— Task instructions —
Lines from the entries below that hold "百旺大桥" form the answer; copy all of them.

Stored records
★ ★ ★ ★ ★ ★ ★

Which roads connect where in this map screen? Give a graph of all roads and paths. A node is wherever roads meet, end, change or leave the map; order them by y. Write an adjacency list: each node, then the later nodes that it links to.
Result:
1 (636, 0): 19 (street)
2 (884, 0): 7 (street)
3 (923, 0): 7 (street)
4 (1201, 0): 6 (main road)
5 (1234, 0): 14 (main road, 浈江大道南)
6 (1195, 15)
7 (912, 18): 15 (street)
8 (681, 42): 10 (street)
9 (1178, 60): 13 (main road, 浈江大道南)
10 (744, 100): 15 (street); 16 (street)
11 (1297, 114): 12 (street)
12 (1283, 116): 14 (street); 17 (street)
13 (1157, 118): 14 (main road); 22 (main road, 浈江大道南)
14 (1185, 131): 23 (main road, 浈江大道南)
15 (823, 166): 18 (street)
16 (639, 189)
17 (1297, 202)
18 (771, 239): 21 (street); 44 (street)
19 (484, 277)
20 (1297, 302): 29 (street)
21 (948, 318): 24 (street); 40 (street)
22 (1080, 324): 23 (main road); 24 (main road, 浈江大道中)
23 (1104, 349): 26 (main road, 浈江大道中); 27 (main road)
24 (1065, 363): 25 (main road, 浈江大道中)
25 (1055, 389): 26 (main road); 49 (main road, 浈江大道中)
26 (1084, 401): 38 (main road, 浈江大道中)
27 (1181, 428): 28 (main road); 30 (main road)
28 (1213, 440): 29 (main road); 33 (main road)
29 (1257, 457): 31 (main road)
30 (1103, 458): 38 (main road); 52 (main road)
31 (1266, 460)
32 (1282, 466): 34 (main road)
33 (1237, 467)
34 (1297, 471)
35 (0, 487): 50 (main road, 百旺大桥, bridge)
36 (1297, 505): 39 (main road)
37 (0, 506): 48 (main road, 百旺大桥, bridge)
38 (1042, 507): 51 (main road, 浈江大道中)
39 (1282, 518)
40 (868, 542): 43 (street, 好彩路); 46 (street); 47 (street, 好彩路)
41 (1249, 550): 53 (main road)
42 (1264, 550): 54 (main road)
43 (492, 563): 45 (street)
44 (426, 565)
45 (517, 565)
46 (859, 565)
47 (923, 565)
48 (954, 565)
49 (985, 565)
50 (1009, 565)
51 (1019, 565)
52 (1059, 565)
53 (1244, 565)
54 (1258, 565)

★ ★ ★ ★ ★ ★ ★

— Answer to this problem —
35 (0, 487): 50 (main road, 百旺大桥, bridge)
37 (0, 506): 48 (main road, 百旺大桥, bridge)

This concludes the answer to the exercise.